Friday, December 04, 2009

Figuratively Speaking....

I have been doing research for a little over 5 years now. By now I have been exposed to a lot of the traditional pet peeves of a research career. The experimental errors being much more than the experimental reading itself, the computational models not even remotely matching experimental results, the funding crunch ensuring that you can't buy that $2000 part you need to get your machine working again. But the one thing that gives me the most sleepless nights is "Redoing the figures in the paper to fit the journal requirements"!

Someone once told me "A figure speaks a 1000 words". I took that advice a little too seriously. My average paper has at least 2 figures per page. And this is great until I have to submit the final version of the journal article for archival. A standard comment that I get in almost every review of a paper I have submitted is:

Your figures do not meet the journal requirements
1. Figures must be submitted separately, each as a separate file. Acceptable formats are Photoshop (.TIF) and Illustrator (.EPS).
2. Figures are generally published at 3 inches wide (1 column) by 4 inches high.
3. Increase resolution to 600 dpi and crop close to image when converting your images.

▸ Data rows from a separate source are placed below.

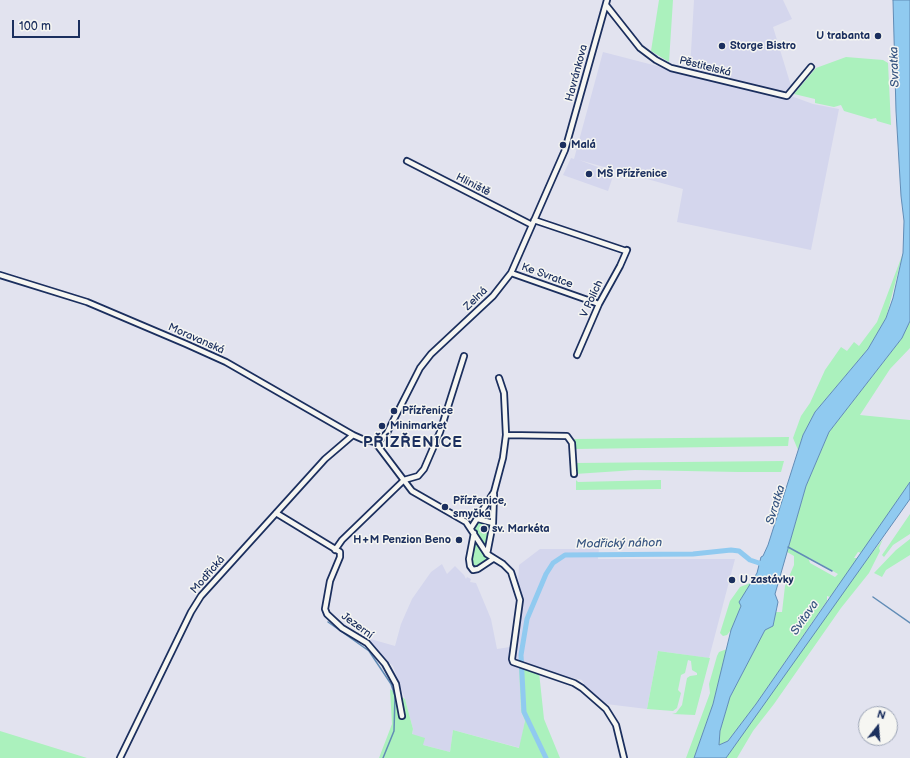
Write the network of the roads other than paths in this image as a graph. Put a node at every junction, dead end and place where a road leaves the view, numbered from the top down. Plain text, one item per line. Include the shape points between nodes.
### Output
1 (606, 2) edge
2 (811, 67) dead end
3 (565, 150) joint
4 (406, 161) dead end
5 (533, 223) junction
6 (511, 273) junction
7 (0, 274) edge
8 (599, 304) junction
9 (577, 355) dead end
10 (464, 356) dead end
11 (499, 378) dead end
12 (353, 435) junction
13 (506, 435) junction
14 (375, 442) junction
15 (574, 474) dead end
16 (404, 480) junction
17 (494, 492) junction
18 (276, 513) junction
19 (478, 519) junction
20 (493, 523) junction
21 (472, 531) junction
22 (335, 550) junction
23 (487, 554) junction
24 (493, 559) junction
25 (402, 716) dead end
26 (120, 758) edge
27 (624, 758) edge

1 - 2 street, Pěstitelská via 640,48 671,68 787,96
1 - 3 street, Havránkova
3 - 5 street, Zelná
4 - 5 street, Hliniště
5 - 6 street, Zelná
5 - 8 street, V Polích via 626,250
6 - 8 street, Ke Svratce
6 - 14 street, Zelná via 493,296 431,354 420,368 387,433
7 - 12 street, Moravanská via 87,302 226,362
8 - 9 street, V Polích
10 - 16 street via 440,432 424,469 418,476
11 - 13 street via 504,393
12 - 14 street, Moravanská
12 - 18 street, Modřická via 325,459
13 - 15 street via 566,436 572,443
13 - 17 street
14 - 16 street
16 - 21 street via 414,493 466,522
16 - 22 street via 342,540
17 - 19 street
17 - 20 street
18 - 22 street
18 - 26 street, Modřická via 201,596
19 - 20 street
19 - 21 street
20 - 23 street
21 - 23 street
21 - 24 street via 470,566 473,570 478,569
22 - 25 street, Jezerní via 340,552 340,557 330,581 325,609 327,614 342,628 367,643 385,664 396,684
23 - 24 street
24 - 27 street via 511,572 520,600 512,659 517,664 574,683 600,703 616,725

Now how do I get a figure converted to photoshop without having access to photoshop? Getting a "copy" of photoshop is almost never a problem. Getting the "right copy" is the challenging part of this problem! So I turned to my Law preaching, Fruit loving, Photoshop expert friend for help. She looked at my powerpoint figures and started ranting! "The colors are awful! The text is too close to the image! The labels are not symmetric! How could you get a Ph. D with this?" I lost my last hope of getting access to Photoshop!

Enough! I was going to find a way of getting super high resolution images in .tiff format without using photoshop or die trying! I tried Paint.net. It didn't let me resize the figures at the right resolution. I tried GIMP. It didn't let me import the text in the right font size and retain the resolution at the same time. But there was a way to make it work. I would have to delete ALL the text in ALL the figures and rewrite ALL of it again in GIMP. Ok! Let's call that Plan B! Basically the main problem with almost all the softwares was to get the right resolution of the image out of powerpoint without having to redo the image all over again.

After playing with every single free image software I knew of, I finally found a way of getting what I wanted. This method is so awesome that I should write another paper about it!

Step 1: Redo the figures so that they have the right width and height. (This is a one night job where all the text has to be moved around and everything has to fit inside the small space that is provided)
Step 2: Resize the powerpoint slide to the actual size of the figure
Step 3: Use cutepdf to print the resized slide at 1200 dpi.
Step 4: Use an image converter to convert pdf to tiff while retaining the resolution. This step retains the resolution but changes the size of the image and introduces borders.
Step 5: Transfer this to Picasa and crop the borders of the image and convert it to Filtered B&W.
Step 6: Open this image in Paint.net and resize the image to 3" by 4" and save the 600 dpi version as a .tif file!

Yoohoo! It worked! I am not a slave to photoshop!